EXERCISE REQUIREMENTS ▸ Your answer should reproduce every line of the material in which the word "index" occurs.

DATASET ENTRIES ▸
==*==

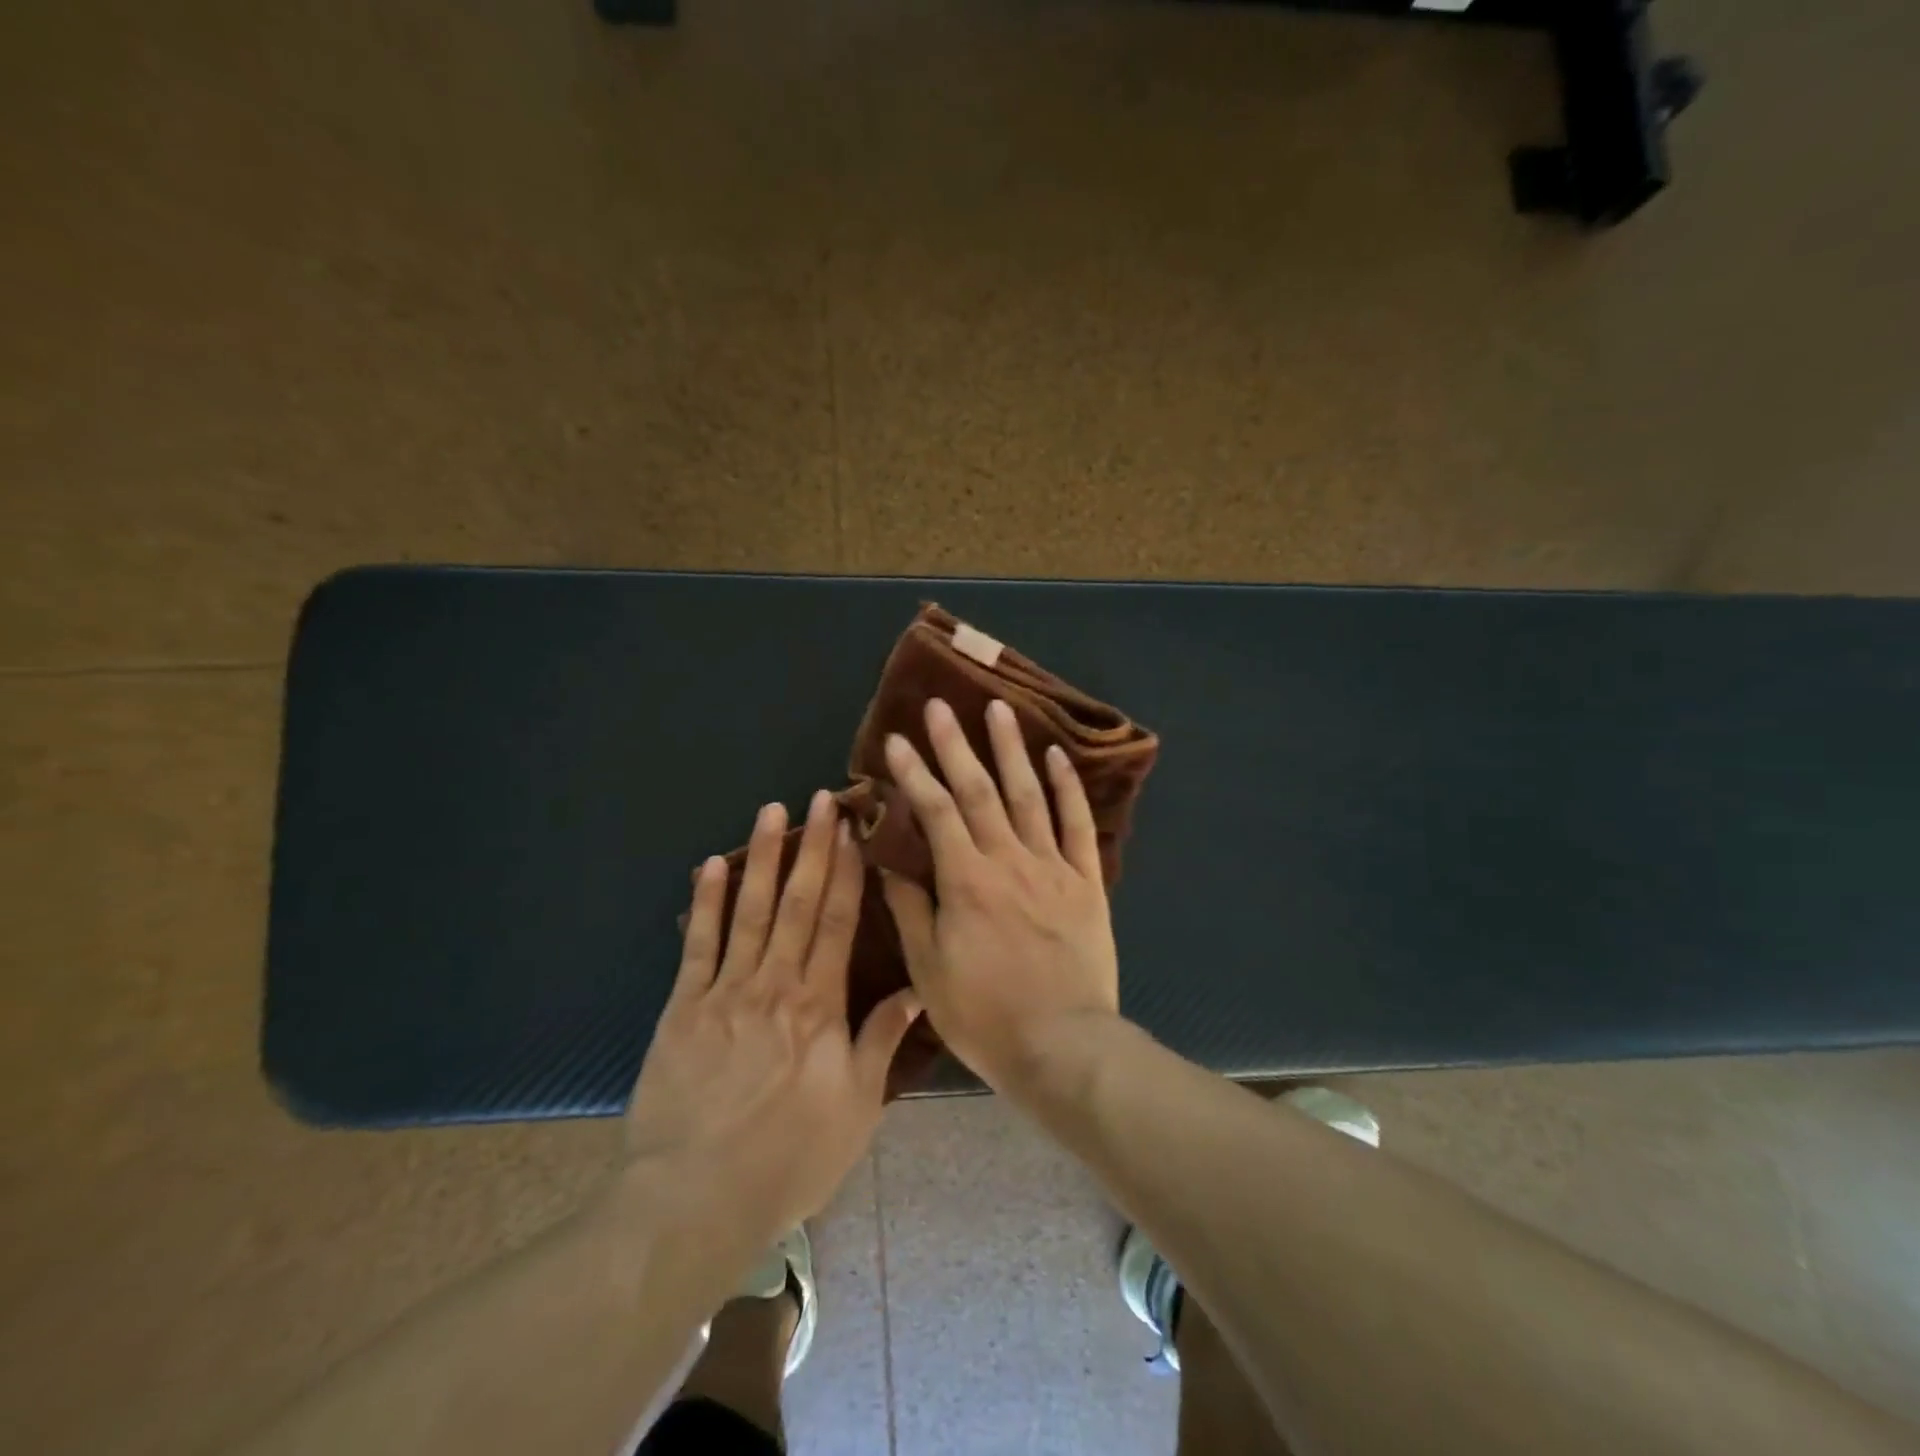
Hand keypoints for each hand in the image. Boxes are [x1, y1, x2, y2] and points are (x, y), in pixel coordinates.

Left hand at [623, 790, 921, 1250]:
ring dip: (763, 857)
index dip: (848, 873)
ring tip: (772, 811)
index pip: (839, 923)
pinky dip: (706, 901)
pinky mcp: (683, 1007)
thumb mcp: (856, 1109)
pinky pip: (697, 943)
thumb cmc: (788, 1159)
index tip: (854, 831)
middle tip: (821, 799)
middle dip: (813, 848)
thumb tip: (916, 989)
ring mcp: (726, 990)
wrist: (695, 1201)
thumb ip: (881, 1041)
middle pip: (799, 903)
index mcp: (820, 1006)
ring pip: (749, 909)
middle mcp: (776, 984)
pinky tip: (713, 864)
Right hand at [880, 697, 1119, 1090]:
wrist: (1062, 1046)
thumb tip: (889, 863)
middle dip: (956, 744)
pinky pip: (1077, 825)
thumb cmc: (986, 1015)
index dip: (914, 773)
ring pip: (1029, 795)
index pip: (934, 811)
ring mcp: (1052, 866)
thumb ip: (910, 910)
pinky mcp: (1086, 881)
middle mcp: (1009, 859)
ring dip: (1011, 750)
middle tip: (941, 705)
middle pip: (979, 790)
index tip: (897, 739)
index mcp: (966, 880)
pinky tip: (1057, 756)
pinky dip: (1068, 787)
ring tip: (999, 710)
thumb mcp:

==*==

OUTPUT ▸
index dip: (848, 873)
index pip: (839, 923)
index tip: (854, 831)
index mcp: (820, 1006)
index dip: (914, 773)
index pip: (934, 811)
index tip: (897, 739)
index mcp: (966, 880)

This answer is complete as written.